Your General Assembly couldn’t delay initial committee debate on bias crimes beyond last week due to the session schedule, but even the extra time didn’t help to find the sweet spot; indeed, everyone was left with bitter feelings.
The week started with the feeling that new Senate President Pro Tem Rodric Bray, R-Martinsville, had passed the first test of his nascent leadership tenure.
Bray had held SB 12 in the Senate Committee on Rules he chairs and then assigned it to a substantive committee. SB 12, as it left Rules, added as a sentencing aggravator “the intent to harm or intimidate an individual or a group of individuals because of a perceived or actual characteristic of the individual or group of individuals.” The bill included the explicit “list” of the victim characteristics encompassing the LGBT universe—as sought by Republican Gov. Eric Holcomb, major businesses and the Indiana Chamber.
Presumably, Bray had fully taken the temperature of his majority caucus and only then chose the bill’s path. The panel he selected, the Senate Committee on Public Policy, happened to be chaired by the bill’s author, Sen. Ron Alting, R-Lafayette, and on which its co-author, Sen. Mike Bohacek, R-Michiana Shores, serves. He could have sent it to other committees (as in the past), where its fate might have been less friendly.
Message communicated and received, right?
No new ground was covered in three hours of two-minute chunks of testimony before the bill sailed through committee 9-1. The concept had passed assorted Senate panels in three of the last four years, but never so easily.
But when SB 12 hit the Senate floor for amendment on Feb. 19, it was obvious the real debate had played out behind closed doors in the Senate Republican Caucus.
Sen. Aaron Freeman, R-Indianapolis, proposed an amendment to remove “the list” and permit judges to consider “bias” writ large as an aggravating circumstance when considering sentences—covering everyone. Solution found.
That touched off a Democratic firestorm featuring fiery and personally emotional speeches seeking to leave the bill intact. There was no debate—only speeches from some Democrats—as Republicans other than Freeman remained silent and didn’t even defend the amendment.

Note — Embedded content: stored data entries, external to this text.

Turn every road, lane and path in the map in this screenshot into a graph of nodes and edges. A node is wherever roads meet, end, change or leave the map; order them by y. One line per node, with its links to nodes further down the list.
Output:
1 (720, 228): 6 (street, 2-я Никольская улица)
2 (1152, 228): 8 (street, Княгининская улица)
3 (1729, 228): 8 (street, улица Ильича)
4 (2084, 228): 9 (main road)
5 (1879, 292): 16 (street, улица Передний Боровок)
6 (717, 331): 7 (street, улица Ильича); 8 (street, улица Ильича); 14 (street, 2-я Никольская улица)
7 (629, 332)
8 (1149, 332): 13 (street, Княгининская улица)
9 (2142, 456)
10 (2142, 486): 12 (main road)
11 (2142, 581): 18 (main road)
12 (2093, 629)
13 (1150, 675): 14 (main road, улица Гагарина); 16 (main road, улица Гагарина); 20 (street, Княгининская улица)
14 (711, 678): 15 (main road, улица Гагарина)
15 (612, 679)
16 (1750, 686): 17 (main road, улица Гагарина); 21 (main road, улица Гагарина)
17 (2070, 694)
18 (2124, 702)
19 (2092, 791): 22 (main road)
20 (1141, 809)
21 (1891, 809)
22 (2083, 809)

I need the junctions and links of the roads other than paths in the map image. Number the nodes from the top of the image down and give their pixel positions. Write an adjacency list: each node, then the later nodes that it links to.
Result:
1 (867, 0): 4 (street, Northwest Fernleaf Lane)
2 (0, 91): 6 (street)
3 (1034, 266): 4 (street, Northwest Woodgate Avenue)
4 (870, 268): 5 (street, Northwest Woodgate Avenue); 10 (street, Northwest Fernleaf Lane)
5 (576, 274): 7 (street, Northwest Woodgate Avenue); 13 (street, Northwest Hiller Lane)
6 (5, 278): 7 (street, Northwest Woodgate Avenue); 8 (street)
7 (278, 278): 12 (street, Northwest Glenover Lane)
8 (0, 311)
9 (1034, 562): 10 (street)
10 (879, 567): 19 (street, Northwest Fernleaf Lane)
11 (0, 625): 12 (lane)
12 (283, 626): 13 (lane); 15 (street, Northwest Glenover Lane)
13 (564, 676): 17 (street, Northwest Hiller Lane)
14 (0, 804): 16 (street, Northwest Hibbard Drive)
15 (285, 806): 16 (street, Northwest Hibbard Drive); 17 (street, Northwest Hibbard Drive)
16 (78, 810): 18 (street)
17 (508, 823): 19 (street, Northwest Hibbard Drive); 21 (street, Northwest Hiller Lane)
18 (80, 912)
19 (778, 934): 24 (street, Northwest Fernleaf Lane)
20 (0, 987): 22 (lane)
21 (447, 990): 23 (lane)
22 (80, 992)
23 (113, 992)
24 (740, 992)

Bray called an unusual 30-minute timeout before the vote, which both parties used to caucus.
When they returned, the amendment passed 33-16, with no Democrats supporting it, and seven Republicans—including authors Alting and Bohacek—voting against it. While Bray voted for the amendment, two other top members of GOP Senate leadership, Senate Majority Floor Leader Mark Messmer, R-Jasper, and Senate Majority Caucus Chair Jim Merritt, R-Indianapolis, voted against it. So the caucus appears divided, with Bray becoming the latest in the line of many leaders unable to thread the proverbial needle.
Did Bray actually complicate matters for his caucus? The governor and business leaders were displeased with the amendment (social conservative groups praised the change). Holcomb chided the Senate for taking the step back, but the undercurrent from the social rights and business communities suggested that allowing the list to be removed was as much a black eye for Indiana as the Religious Freedom Restoration Act flap a few years ago.
Expect a fascinating House fight. House Speaker Brian Bosma, R-Indianapolis, long ago cautioned that “the list” would be a hard sell with his caucus. Still, what emerged from the Senate could afford Bosma additional negotiating room with his own supermajority caucus.
Key now: How the governor plays the role of the heavy in calling in chits. He will likely now have to testify before a House panel for his preferences. Since shaming isn’t his style and social conservatives have their message heard clearly in the House, his options are limited.•
Feigenbaum publishes Indiana Legislative Insight for Hannah News Service. He can be reached at EDF@hannah-in.com.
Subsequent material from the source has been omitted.